Dix ans avec Kiyoshi Kurosawa 5 : Avant que nous disparaissions (2017)





 Chroniques de l’extinction 


Poursuivant ses chroniques de l’extinction de l’espèce humaine, Kiyoshi Kurosawa met en scène une  « invasion imperceptible » inspirée de L’Invasion des profanateurs de sépulture. L’influence des films de Don Siegel et Philip Kaufman, évidente dans Door 3 où des aliens infiltraient une compagnie d’assurance, se manifestait déjà de façon indirecte à travers les thèmes de l’hypnose (Cure), de la possession spectrale (Kairo) ou du parasitisme (Creepy). Plus largement, c’est par la représentation d’un monde anesthésié et d’une terreur invertébrée et unheimlich que l’œuvre de Kurosawa croise les adaptations du classique de Jack Finney. Avec son titre fataliste, Avant que nous disparaissions énonce la fin de notre civilisation avec une évidence plus terrorisante que toute la pyrotechnie hollywoodienne.

Trois extraterrestres « snatchent » les corps d’un salaryman, d’une lycéenne et d’un jeune garçon et déambulent  dans cette banlieue de Tokyo qui ressemble à une station balnéaire en déshérence.  Leur mission va être d’étudier l’humanité pour préparer l’invasion et pour cela de collecter des « concepts » : la propriété, l’ego, le travail, ou la liberté. Tout l’art minimaliste de Kiyoshi Kurosawa pourrait être contenu dans la scène bouleversante du vol de la notion de « famille ». L’extraterrestre (le lunaire Ryuhei Matsuda) effleure de son index le front d’une jeune fille qui laisse couler une larme et s’effondre, comme si sa structure intime lui avait été dérobée. Entre le gros plan du visage d’Atsuko Maeda et le plan d’ensemble où elle s’écroule, s’ouvre un gouffre vertigineux de solitude et de détresse. Un tel enchaînement, parvenant à rendre perceptible deux états d’un même personnage, montre la puissance fascinante qu’a désormais atteint le cinéma de Kiyoshi Kurosawa. 

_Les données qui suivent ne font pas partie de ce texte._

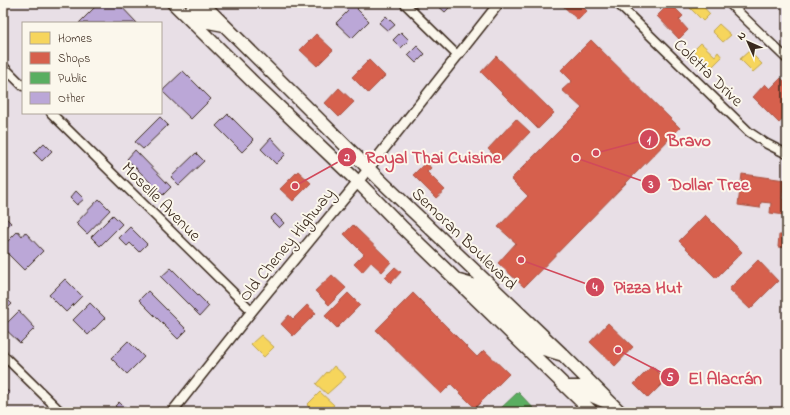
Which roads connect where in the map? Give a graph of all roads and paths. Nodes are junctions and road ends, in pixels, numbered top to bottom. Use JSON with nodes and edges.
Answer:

L’opération est irréversible et la sœur de la jeune fille devient une présence intolérable, dont le moindre contact provoque la répulsion. L’horreur pure est alors d’appartenir à une même famille tout en s’en sentant totalement étranger. Autre victime de l’abduction, un chef d’entreprise libéré du « travail » qui sombre dans l’histrionisme et détruit ses bureaux de façon absurde.  Si ces dérèglements touchent parfois au burlesque (il y a du Tati chez Kurosawa), ils ne conduisent à aucune émancipation. En s’évaporant, le concept laisse une vacance aussitôt occupée par un inverse tout aussi aliénant. On pense à Mamiya, l’hypnotiseur de Cure, anéantissant les liens d’amour ou d’affection et les remplaçants par une pulsion de mort détruisant les époux, amis ou simple collègues de travail.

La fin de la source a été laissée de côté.